The listings for the one- to three-bedroom units, ranging from 340 sq ft to 783 sq ft, were priced from HK$7.01 million (US$897,200) to HK$19.4 million, or HK$18,597 to HK$28,350 per square foot, after discounts.

Most of the sales for the day went to the larger two- and three-bedroom units, according to property agent Sammy Po Siu-ming, CEO of Midland Realty’s residential division for Hong Kong and Macau.

Hong Kong homebuyers snap up all flats at Great Eagle’s Onmantin project

The Onmantin project comprises 900 flats in five 24-storey towers, and sits above the Ho Man Tin railway station in Kowloon. It is expected to be completed in two phases of 418 and 572 units.

The units were priced about 10 per cent higher than the discounted price per square foot in the first listing last weekend.

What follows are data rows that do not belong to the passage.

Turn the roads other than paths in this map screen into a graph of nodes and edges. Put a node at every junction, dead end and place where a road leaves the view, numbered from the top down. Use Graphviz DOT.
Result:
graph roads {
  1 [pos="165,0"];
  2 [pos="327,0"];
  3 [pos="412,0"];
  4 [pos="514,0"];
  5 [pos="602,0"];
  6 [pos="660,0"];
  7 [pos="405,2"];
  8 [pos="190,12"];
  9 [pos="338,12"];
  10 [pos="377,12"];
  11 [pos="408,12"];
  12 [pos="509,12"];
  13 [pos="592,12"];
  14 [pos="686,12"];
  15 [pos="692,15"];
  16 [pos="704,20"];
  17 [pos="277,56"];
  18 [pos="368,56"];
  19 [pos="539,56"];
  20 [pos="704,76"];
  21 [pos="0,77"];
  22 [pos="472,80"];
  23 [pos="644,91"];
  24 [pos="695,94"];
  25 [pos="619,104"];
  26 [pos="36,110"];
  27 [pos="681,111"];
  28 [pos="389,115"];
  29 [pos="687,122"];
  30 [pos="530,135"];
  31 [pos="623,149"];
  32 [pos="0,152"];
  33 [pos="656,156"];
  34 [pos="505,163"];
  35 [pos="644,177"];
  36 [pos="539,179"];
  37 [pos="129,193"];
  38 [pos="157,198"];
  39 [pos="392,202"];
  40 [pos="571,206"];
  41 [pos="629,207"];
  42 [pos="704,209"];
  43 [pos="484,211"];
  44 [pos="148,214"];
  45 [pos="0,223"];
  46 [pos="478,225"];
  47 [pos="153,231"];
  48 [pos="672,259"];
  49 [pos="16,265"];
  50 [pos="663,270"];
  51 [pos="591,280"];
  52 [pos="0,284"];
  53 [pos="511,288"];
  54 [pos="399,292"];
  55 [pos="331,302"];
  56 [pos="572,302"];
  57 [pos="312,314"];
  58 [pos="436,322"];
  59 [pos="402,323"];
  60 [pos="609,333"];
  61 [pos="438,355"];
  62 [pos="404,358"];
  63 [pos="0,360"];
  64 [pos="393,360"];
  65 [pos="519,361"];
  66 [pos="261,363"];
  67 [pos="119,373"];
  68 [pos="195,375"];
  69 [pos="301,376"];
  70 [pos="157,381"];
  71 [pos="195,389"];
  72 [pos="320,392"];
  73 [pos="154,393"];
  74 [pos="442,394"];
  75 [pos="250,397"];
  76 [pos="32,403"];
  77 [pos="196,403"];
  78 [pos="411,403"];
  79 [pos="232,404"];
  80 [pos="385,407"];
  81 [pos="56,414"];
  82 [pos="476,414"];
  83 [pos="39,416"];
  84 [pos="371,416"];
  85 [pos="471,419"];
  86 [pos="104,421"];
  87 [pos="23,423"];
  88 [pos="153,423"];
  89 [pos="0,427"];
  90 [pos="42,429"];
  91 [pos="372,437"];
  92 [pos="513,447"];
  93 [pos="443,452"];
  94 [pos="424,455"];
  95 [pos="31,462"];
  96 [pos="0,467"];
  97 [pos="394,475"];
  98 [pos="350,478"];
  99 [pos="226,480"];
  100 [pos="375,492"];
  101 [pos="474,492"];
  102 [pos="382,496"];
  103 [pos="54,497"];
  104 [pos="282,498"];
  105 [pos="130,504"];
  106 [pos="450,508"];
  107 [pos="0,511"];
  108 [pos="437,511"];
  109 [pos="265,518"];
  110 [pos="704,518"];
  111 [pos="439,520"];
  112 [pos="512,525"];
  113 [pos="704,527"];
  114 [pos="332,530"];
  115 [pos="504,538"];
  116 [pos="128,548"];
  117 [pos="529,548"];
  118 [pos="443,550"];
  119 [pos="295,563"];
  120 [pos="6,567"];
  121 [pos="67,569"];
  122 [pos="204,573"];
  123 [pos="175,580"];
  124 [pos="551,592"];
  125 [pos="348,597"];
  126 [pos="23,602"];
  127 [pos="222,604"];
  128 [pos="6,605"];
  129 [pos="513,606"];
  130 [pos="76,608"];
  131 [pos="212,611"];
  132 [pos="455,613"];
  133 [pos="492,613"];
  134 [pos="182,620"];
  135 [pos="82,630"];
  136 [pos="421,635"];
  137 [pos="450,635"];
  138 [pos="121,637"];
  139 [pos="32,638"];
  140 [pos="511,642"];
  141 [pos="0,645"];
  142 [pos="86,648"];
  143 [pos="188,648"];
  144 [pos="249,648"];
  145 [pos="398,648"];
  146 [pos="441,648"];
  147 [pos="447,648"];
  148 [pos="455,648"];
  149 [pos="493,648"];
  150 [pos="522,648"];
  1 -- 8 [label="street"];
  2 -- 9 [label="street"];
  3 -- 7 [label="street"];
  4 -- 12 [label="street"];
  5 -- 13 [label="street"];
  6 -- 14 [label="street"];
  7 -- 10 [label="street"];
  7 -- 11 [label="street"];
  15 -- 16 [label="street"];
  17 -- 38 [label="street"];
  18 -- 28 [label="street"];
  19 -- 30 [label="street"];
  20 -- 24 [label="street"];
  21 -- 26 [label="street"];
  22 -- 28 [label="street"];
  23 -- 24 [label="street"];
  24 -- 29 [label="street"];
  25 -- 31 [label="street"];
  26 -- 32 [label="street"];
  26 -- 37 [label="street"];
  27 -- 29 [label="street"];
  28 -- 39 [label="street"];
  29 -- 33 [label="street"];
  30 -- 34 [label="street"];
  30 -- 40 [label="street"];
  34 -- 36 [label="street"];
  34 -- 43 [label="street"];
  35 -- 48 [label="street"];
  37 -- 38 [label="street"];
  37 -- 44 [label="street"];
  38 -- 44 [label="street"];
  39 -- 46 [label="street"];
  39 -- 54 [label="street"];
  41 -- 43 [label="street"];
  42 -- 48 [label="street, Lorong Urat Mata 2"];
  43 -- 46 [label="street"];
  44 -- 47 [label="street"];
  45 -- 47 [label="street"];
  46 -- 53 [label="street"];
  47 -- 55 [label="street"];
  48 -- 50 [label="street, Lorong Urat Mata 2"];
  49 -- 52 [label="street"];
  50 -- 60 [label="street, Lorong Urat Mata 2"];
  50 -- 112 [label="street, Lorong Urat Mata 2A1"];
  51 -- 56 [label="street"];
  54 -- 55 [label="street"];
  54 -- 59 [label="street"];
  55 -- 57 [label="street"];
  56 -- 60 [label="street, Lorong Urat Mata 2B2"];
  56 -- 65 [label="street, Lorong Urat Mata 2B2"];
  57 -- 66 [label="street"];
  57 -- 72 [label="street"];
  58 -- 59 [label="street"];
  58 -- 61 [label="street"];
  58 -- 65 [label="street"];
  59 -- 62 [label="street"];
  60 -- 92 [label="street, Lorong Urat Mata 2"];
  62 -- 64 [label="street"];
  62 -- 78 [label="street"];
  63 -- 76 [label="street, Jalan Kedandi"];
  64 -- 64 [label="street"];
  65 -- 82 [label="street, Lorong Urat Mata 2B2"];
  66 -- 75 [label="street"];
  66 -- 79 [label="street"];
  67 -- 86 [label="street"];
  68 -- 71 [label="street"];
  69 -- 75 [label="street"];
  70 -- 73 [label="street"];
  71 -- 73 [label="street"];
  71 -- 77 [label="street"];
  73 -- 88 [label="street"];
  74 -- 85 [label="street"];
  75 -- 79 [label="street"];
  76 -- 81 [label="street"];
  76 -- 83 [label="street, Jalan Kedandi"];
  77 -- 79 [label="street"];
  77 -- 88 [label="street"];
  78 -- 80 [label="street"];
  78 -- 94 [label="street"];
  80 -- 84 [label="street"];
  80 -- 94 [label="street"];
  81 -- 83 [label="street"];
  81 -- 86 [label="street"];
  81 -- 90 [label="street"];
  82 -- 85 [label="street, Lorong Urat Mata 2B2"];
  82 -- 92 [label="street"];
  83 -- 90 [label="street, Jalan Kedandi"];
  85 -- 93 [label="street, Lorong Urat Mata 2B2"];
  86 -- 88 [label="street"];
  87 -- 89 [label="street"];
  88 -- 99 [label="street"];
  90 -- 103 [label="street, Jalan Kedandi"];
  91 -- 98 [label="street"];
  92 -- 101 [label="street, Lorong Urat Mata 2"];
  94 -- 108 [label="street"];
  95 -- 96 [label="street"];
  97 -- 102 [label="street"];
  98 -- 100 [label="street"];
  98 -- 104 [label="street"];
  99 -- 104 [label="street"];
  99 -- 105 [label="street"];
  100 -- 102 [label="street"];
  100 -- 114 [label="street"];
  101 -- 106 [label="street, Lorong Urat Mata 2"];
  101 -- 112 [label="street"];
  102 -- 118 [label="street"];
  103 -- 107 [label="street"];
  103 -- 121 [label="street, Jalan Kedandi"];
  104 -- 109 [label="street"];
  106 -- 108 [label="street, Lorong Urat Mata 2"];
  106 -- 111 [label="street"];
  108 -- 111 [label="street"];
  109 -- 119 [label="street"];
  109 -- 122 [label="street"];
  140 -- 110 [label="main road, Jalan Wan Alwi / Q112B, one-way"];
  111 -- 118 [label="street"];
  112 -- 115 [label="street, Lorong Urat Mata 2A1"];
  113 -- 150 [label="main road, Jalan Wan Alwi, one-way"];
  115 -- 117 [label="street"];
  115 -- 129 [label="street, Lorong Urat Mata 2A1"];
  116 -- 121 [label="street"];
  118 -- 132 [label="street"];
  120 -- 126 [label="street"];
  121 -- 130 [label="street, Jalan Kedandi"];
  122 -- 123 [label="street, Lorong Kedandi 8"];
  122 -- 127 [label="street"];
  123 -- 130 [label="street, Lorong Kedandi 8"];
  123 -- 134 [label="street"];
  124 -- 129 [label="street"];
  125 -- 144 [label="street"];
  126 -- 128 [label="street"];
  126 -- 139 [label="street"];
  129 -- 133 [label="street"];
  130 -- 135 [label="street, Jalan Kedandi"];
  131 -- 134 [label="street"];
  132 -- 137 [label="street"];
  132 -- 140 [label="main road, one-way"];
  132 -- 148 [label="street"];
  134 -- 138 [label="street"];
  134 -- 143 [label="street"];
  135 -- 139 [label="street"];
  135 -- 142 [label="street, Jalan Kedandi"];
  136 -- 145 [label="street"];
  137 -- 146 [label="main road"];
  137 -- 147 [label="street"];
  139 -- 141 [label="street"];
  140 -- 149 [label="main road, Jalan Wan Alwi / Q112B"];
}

The project sold out the 260 units on offer in its first launch last week. Po estimated that about a third of Midland clients who registered to purchase the flats came from mainland China.

“After the easing of restrictions, there has been a noticeable increase in mainland Chinese buyers,” he said.

Approximately 60 per cent of all buyers were purchasing for personal use, he added, while the other 40 per cent were buying for investment.

Many developers have been actively launching new projects to meet market demand and opting for attractive pricing strategies. Po expects this trend to continue in the near term.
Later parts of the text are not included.